• _What the exercise asks_: What is needed is a word-for-word transcript of the listing, free of pictures.

• _Records for processing_:
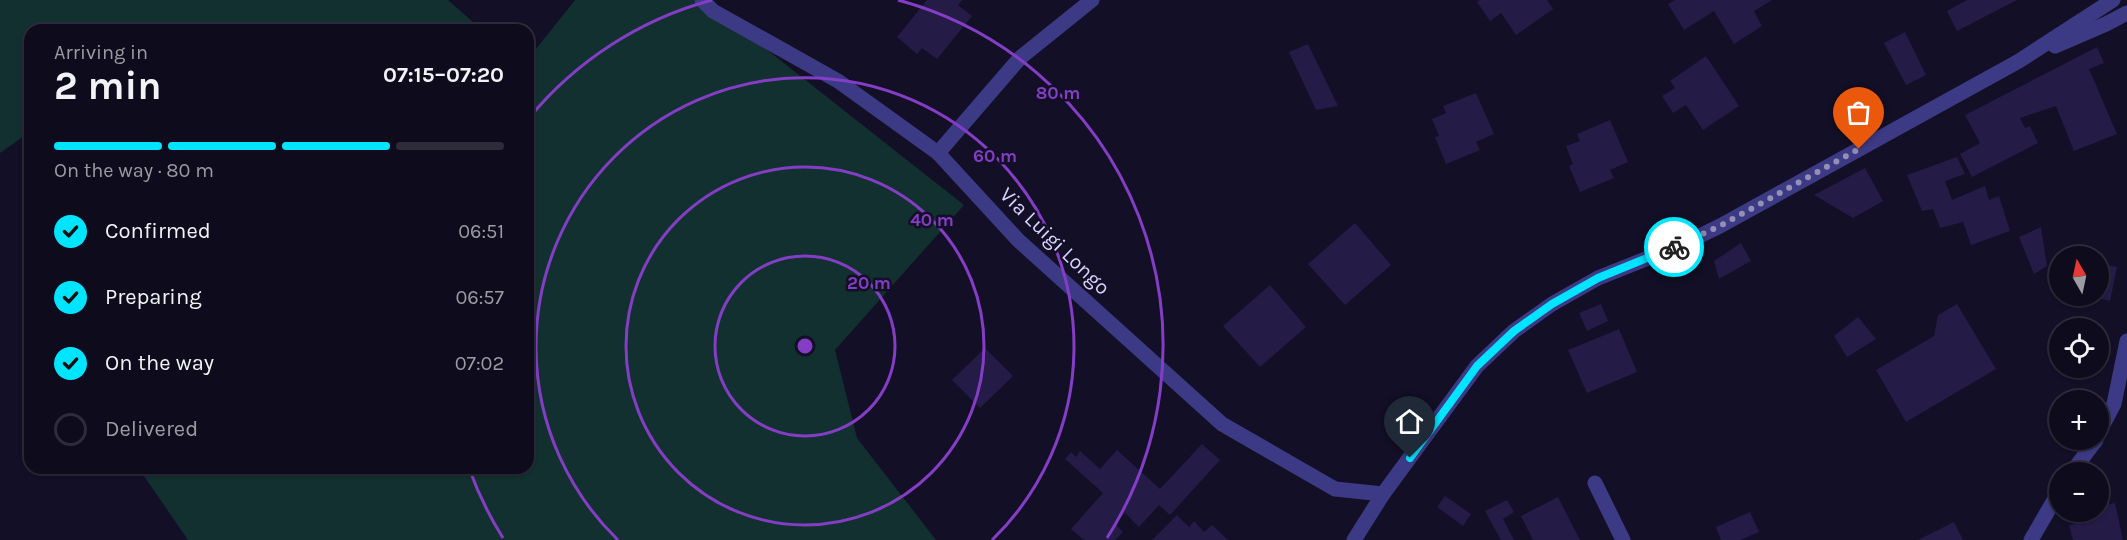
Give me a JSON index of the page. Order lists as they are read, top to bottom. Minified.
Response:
{"streets":{"street":["Via Luigi Longo"]},"north":"top","page":{"heading":["2 min","Arriving in","07:15–07:20"],"bar":"On the way · 80 m","list":[["Confirmed","06:51"],["Preparing","06:57"],["On the way","07:02"],"Delivered"],"map_buttons":["+","−"]},"rings":["80 m","60 m","40 m","20 m"]}
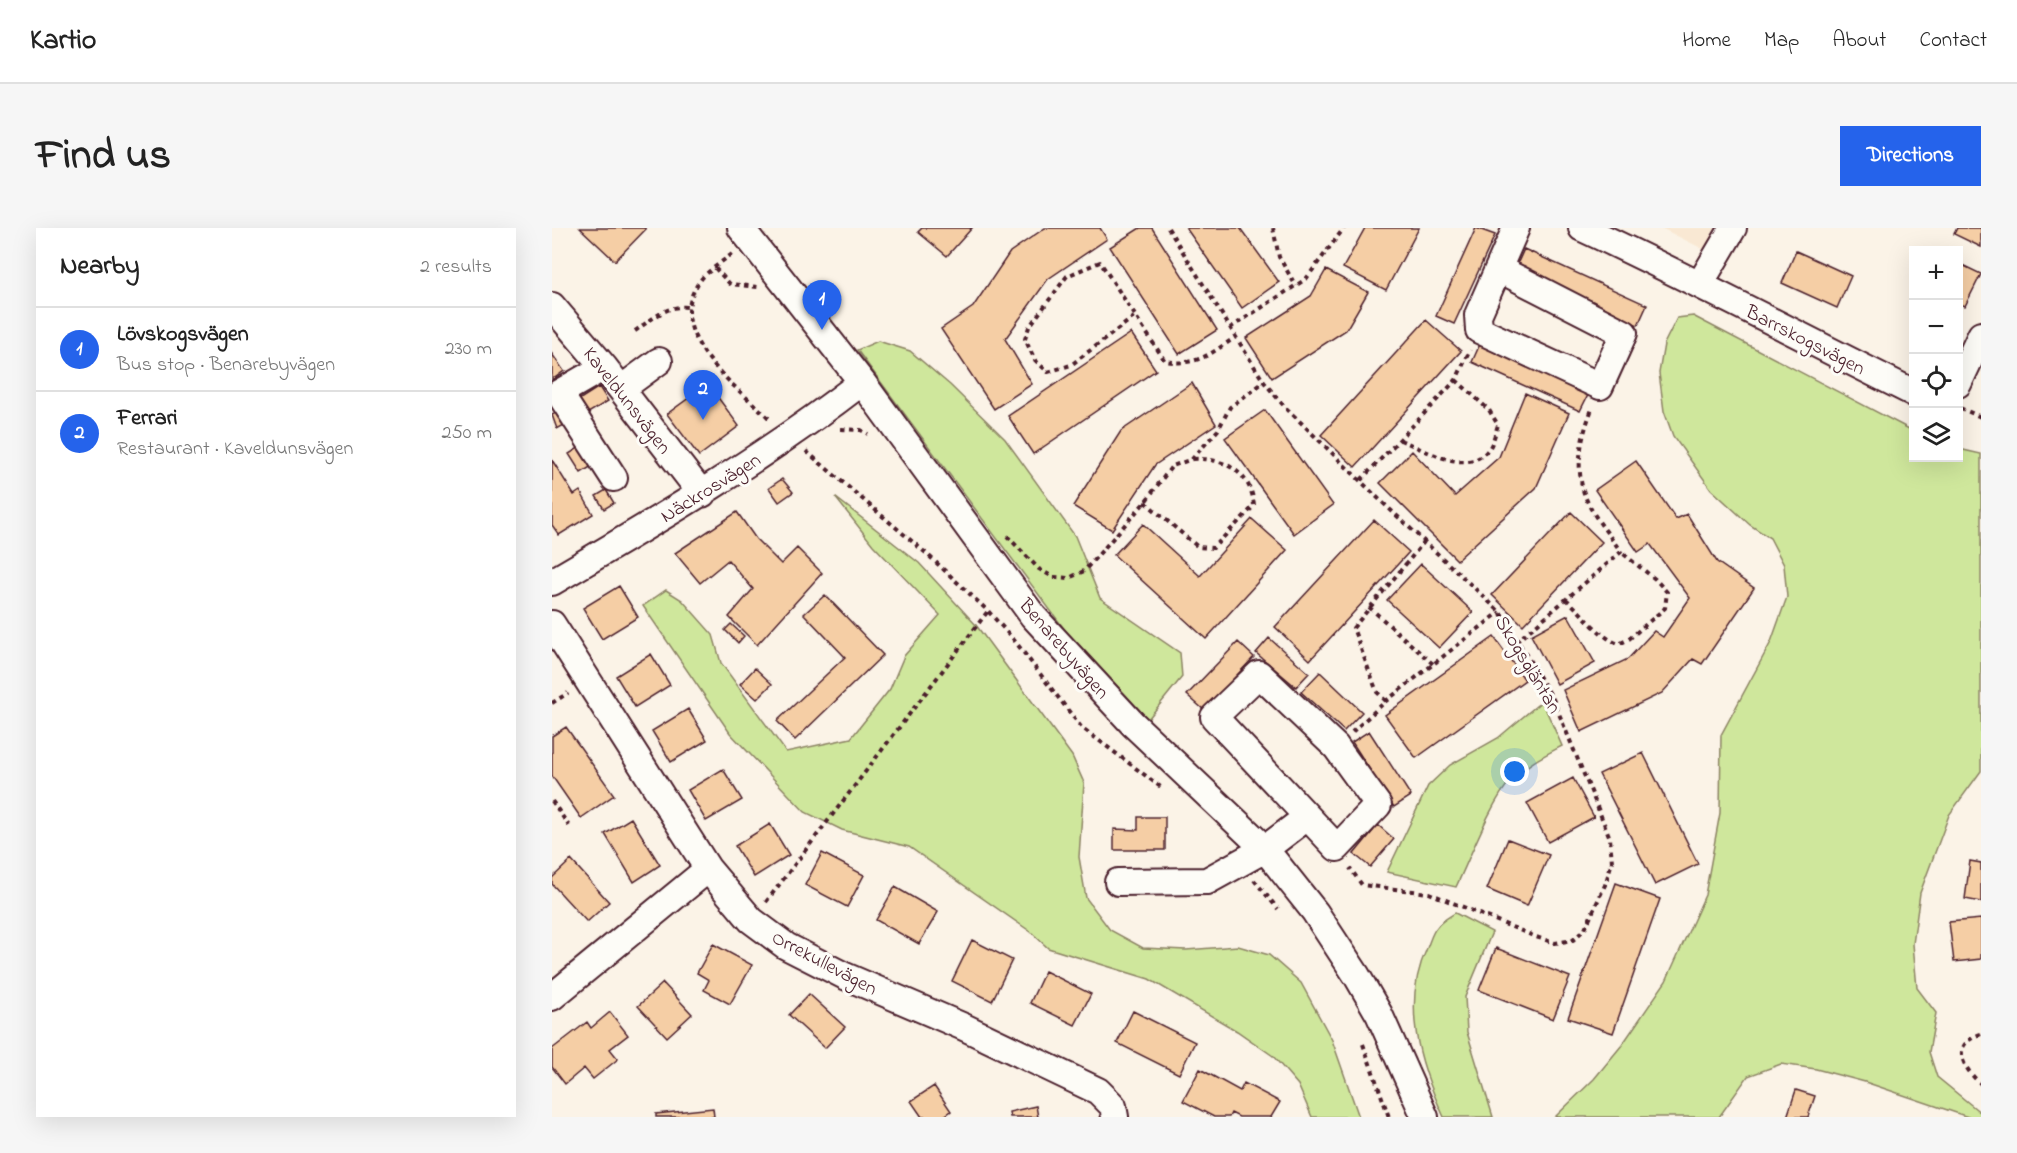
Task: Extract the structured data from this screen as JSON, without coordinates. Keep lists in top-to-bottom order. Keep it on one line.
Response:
{"streets":{"street":["Barrskogsvägen","Kaveldunsvägen","Näckrosvägen","Benarebyvägen","Orrekullevägen"],"path":["Skogsgläntan"]},"crossings":[["Kaveldunsvägen","Näckrosvägen"],["Näckrosvägen","Benarebyvägen"]],"page":{"header":"Kartio","nav":["Home","Map","About","Contact"],"title":"Find us","buttons":"Directions","heading":["Nearby","2 results"],"map_buttons":["+","−"],"pins":["1","2"],"list":[{"mark":"1","name":"Lövskogsvägen","note":"Bus stop · Benarebyvägen","value":"230 m"},{"mark":"2","name":"Ferrari","note":"Restaurant · Kaveldunsvägen","value":"250 m"}]}}
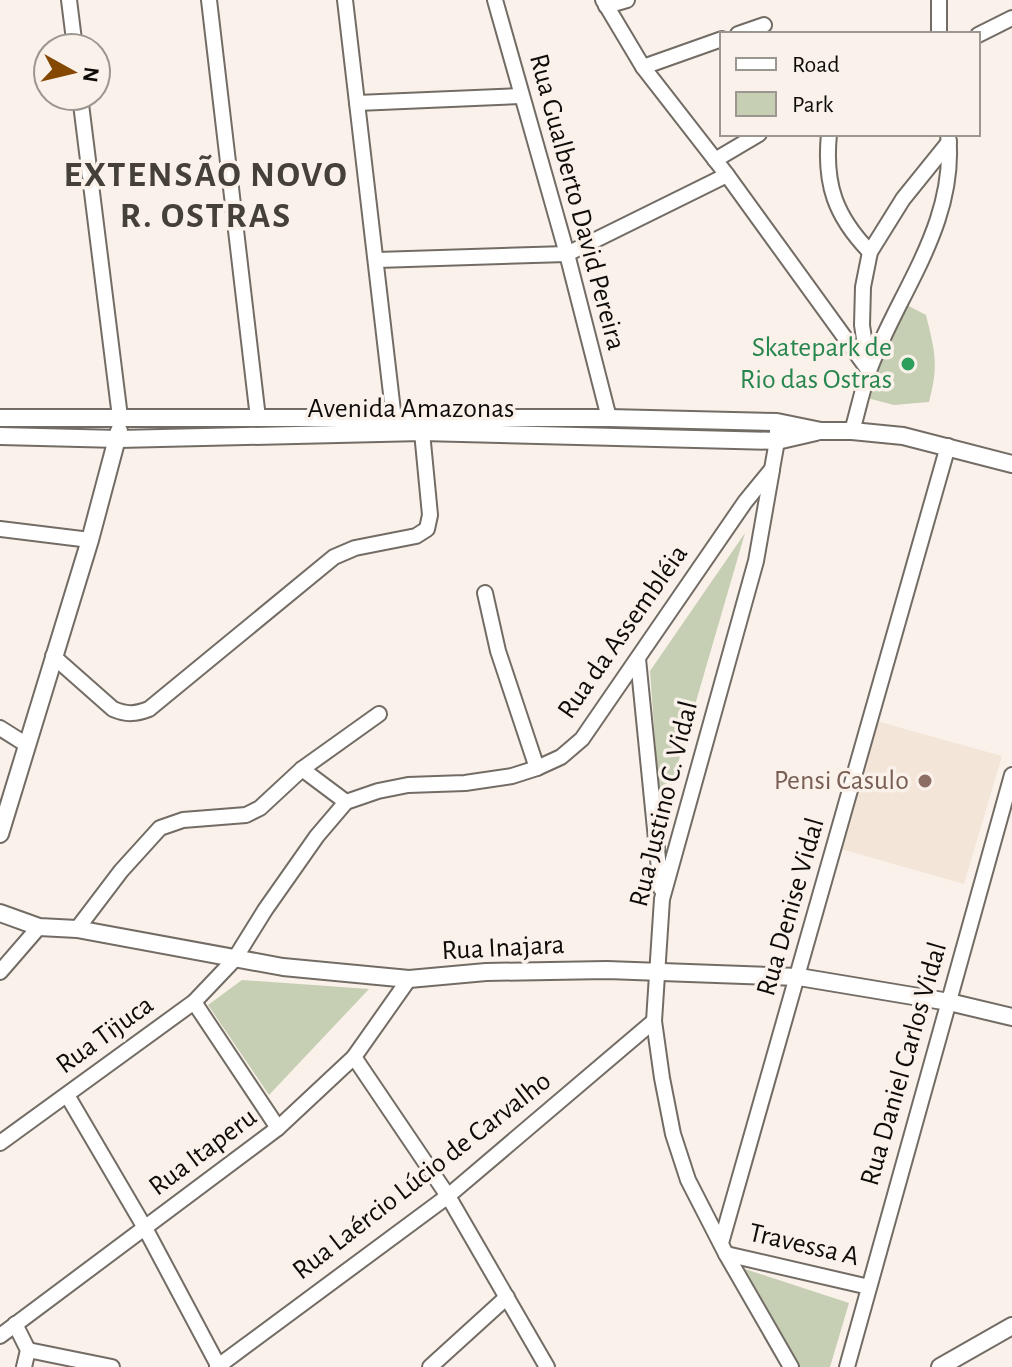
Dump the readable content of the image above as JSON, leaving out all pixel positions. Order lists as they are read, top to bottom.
{
  "streets": {
    "street": [
      "Rua Gualberto David Pereira",
      "Avenida Amazonas",
      "Rua da Assembléia",
      "Rua Justino C. Vidal",
      "Rua Denise Vidal",
      "Rua Inajara",
      "Rua Tijuca",
      "Rua Daniel Carlos Vidal",
      "Rua Itaperu",
      "Rua Laércio Lúcio de Carvalho",
      "Travessa A"
    ]
  },
  "crossings": [
    ["Rua Gualberto David Pereira", "Avenida Amazonas"],
    ["Avenida Amazonas", "Rua da Assembléia"],
    ["Avenida Amazonas", "Rua Denise Vidal"],
    ["Rua da Assembléia", "Rua Justino C. Vidal"],
    ["Rua Justino C. Vidal", "Rua Denise Vidal"],
    ["Rua Justino C. Vidal", "Rua Inajara"],
    ["Rua Justino C. Vidal", "Rua Laércio Lúcio de Carvalho"],
    ["Rua Justino C. Vidal", "Travessa A"],
    ["Rua Denise Vidal", "Rua Inajara"],
    ["Rua Denise Vidal", "Travessa A"],
    ["Rua Inajara", "Rua Tijuca"],
    ["Rua Inajara", "Rua Daniel Carlos Vidal"],
    ["Rua Inajara", "Rua Itaperu"],
    ["Rua Daniel Carlos Vidal", "Travessa A"]
  ],
  "districts": ["EXTENSÃO NOVO R. OSTRAS"],
  "places": ["Skatepark de Rio das Ostras", "Pensi Casulo"],
  "legend": ["Road", "Park"],
  "north": "right"
}
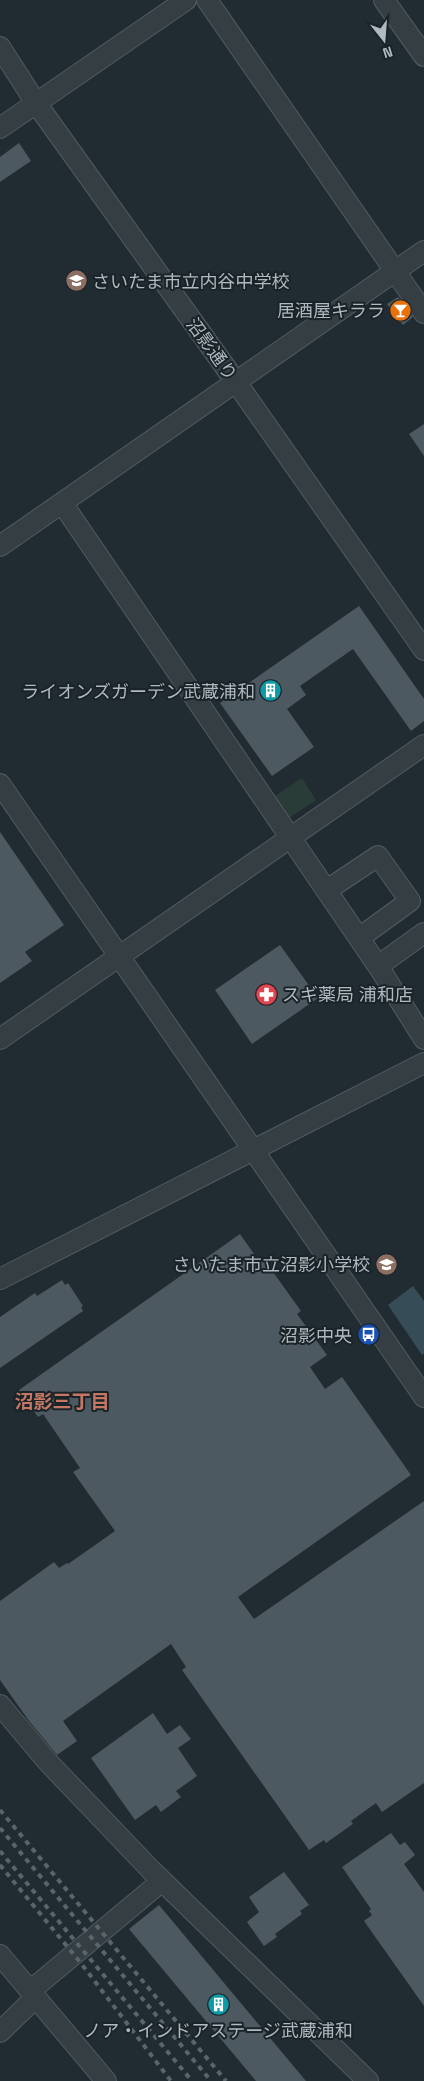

• _Solution to the exercise_:
Give me a JSON index of the page. Order lists as they are read, top to bottom. Minified.
Response:
{"streets":{"street":["Via Luigi Longo"]},"north":"top","page":{"heading":["2 min","Arriving in","07:15–07:20"],"bar":"On the way · 80 m","list":[["Confirmed","06:51"],["Preparing","06:57"],["On the way","07:02"],"Delivered"],"map_buttons":["+","−"]},"rings":["80 m","60 m","40 m","20 m"]}
Task: Extract the structured data from this screen as JSON, without coordinates. Keep lists in top-to-bottom order. Keep it on one line.
Response:
{"streets":{"street":["Barrskogsvägen","Kaveldunsvägen","Näckrosvägen","Benarebyvägen","Orrekullevägen"],"path":["Skogsgläntan"]},"crossings":[["Kaveldunsvägen","Näckrosvägen"],["Näckrosvägen","Benarebyvägen"]],"page":{"header":"Kartio","nav":["Home","Map","About","Contact"],"title":"Find us","buttons":"Directions","heading":["Nearby","2 results"],"map_buttons":["+","−"],"pins":["1","2"],"list":[{"mark":"1","name":"Lövskogsvägen","note":"Bus stop · Benarebyvägen","value":"230 m"},{"mark":"2","name":"Ferrari","note":"Restaurant · Kaveldunsvägen","value":"250 m"}]}}
Dump the readable content of the image above as JSON, leaving out all pixel positions. Order lists as they are read, top to bottom.
{
  "streets": {
    "street": [
      "Rua Gualberto David Pereira",
      "Avenida Amazonas",
      "Rua da Assembléia",
      "Rua Justino C. Vidal",
      "Rua Denise Vidal",
      "Rua Inajara",
      "Rua Tijuca",
      "Rua Daniel Carlos Vidal",
      "Rua Itaperu",
      "Rua Laércio Lúcio de Carvalho",
      "Travessa A"
    ]
  },
  "crossings": [
    ["Rua Gualberto David Pereira", "Avenida Amazonas"],
    ["Avenida Amazonas", "Rua da Assembléia"],
    ["Avenida Amazonas", "Rua Denise Vidal"],
    ["Rua da Assembléia", "Rua Justino C. Vidal"],
    ["Rua Justino C. Vidal", "Rua Denise Vidal"],
    ["Rua Justino C. Vidal", "Rua Inajara"],
    ["Rua Justino C. Vidal", "Rua Laércio Lúcio de Carvalho"],
    ["Rua Justino C. Vidal", "Travessa A"],
    ["Rua Denise Vidal", "Rua Inajara"],
    ["Rua Denise Vidal", "Travessa A"],
    ["Rua Inajara", "Rua Tijuca"],
    ["Rua Inajara", "Rua Daniel Carlos Vidal"],
    ["Rua Inajara", "Rua Itaperu"],
    ["Rua Daniel Carlos Vidal", "Travessa A"]
  ],
  "districts": ["EXTENSÃO NOVO R. OSTRAS"],
  "places": ["Skatepark de Rio das Ostras", "Pensi Casulo"],
  "legend": ["Road", "Park"],
  "north": "right"
}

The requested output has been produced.